Boufre ! Citer Siniac ! Bon, certes, je n'ai jamais trop compris l'intérêt des Inferman/Cloduque qui faisaient un peu trop défouloir de misanthrope ayant vu du Fellini en boucle un soir de cuite et oubliant un brin qu'il y avait un lecteur à l'autre bout… Mais Siniac est quand même un grand trop oublié, qui pis est, qui fut un des premiers à mettre de vrais morceaux de fantastique dans ses polars (du moins publié dans des collections définies comme telle genre Engrenage.)

ROBO32.EXE a dit…

Aaah... j'aime beaucoup la série des Inferman ! Peut être parce que je m'identifie un peu aux protagonistes
(Mais attention ! Plus Inferman que la Cloduque, tout de même !!!)
Et oui, ses Engrenage sont superbes... J'essaierai peut être, un jour, de vraiment causer de Siniac sur ce blog...

Kerys a dit…

En effet, je trouve que c'est un grand oublié (sinon méconnu, car il était reconnu de son vivant).
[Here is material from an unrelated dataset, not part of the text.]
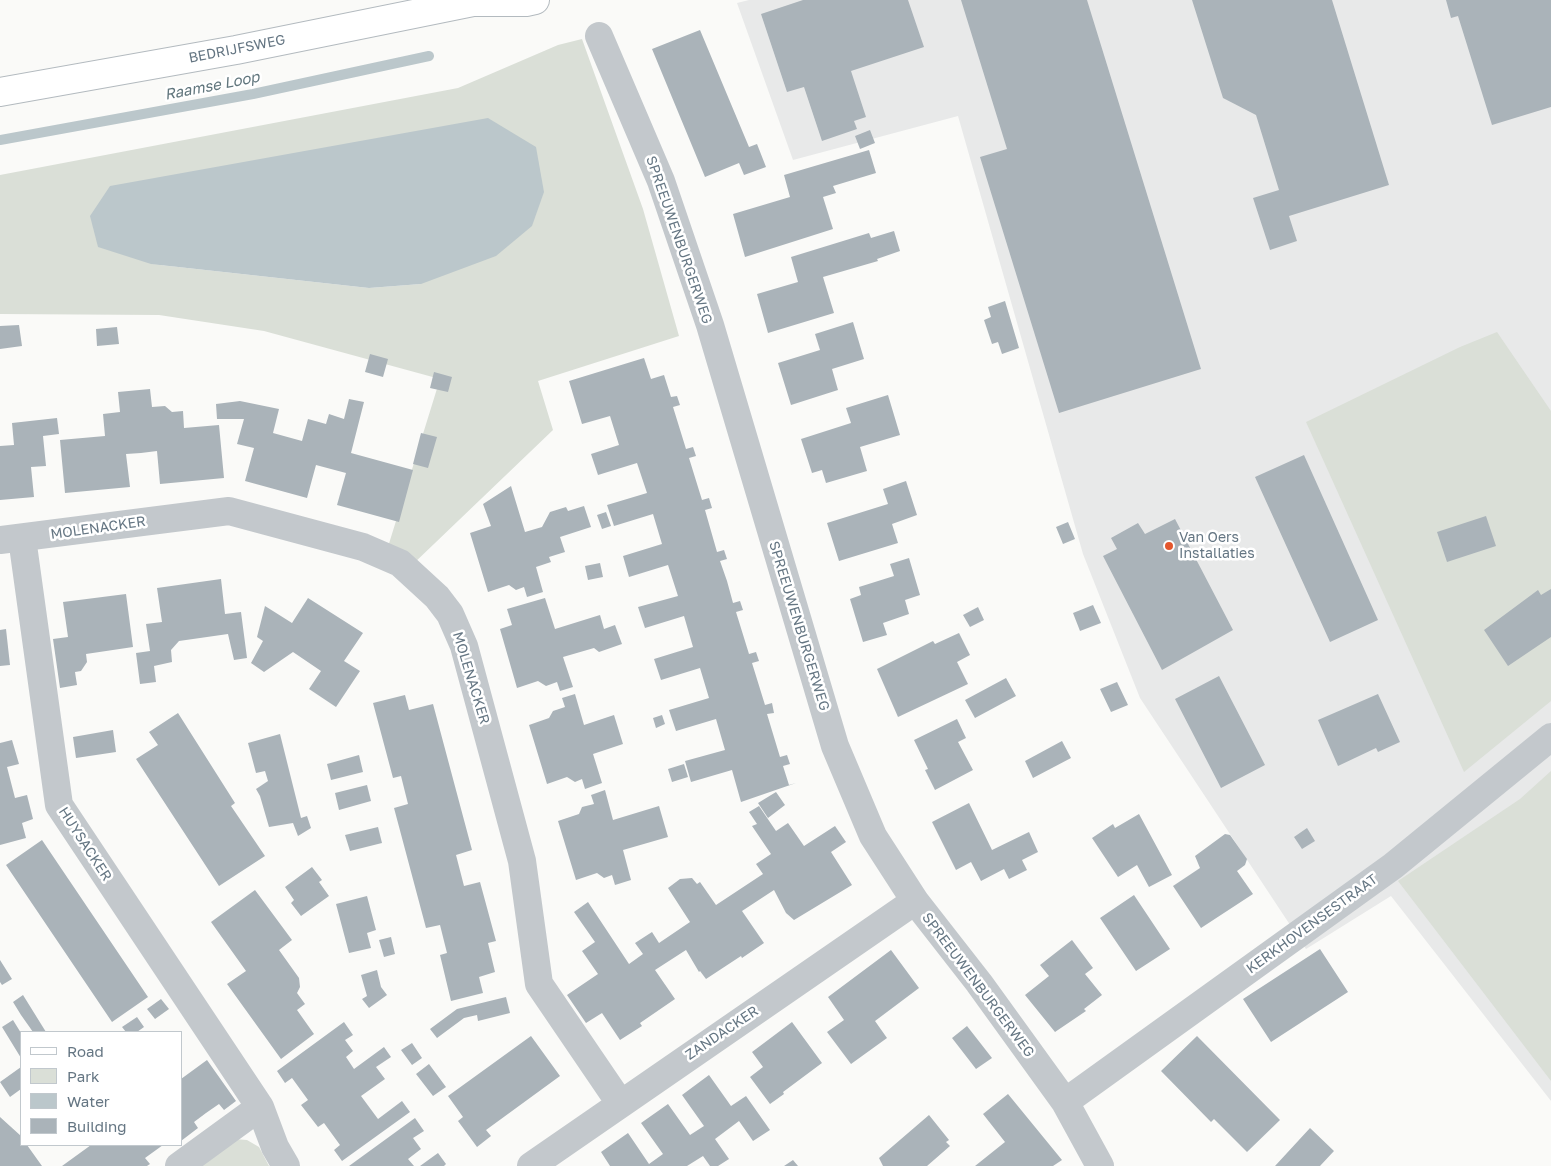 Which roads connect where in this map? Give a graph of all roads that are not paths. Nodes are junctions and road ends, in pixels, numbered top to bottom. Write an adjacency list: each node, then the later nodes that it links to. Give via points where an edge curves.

Il a d'ailleurs marqué et laissé une descendance (Nadine Monfils a quelque chose du grand Pierre…)

ROBO32.EXE a dit…

Méconnu, c'est bien le mot. Et quant on pense qu'il fut retrouvé mort dans son appartement... un peu comme si il signait là, réellement, sa dernière nouvelle noire...
Et faudra bien un jour que je lise du Nadine Monfils. Je n'ai d'ailleurs aucune excuse : je crèche actuellement en Belgique !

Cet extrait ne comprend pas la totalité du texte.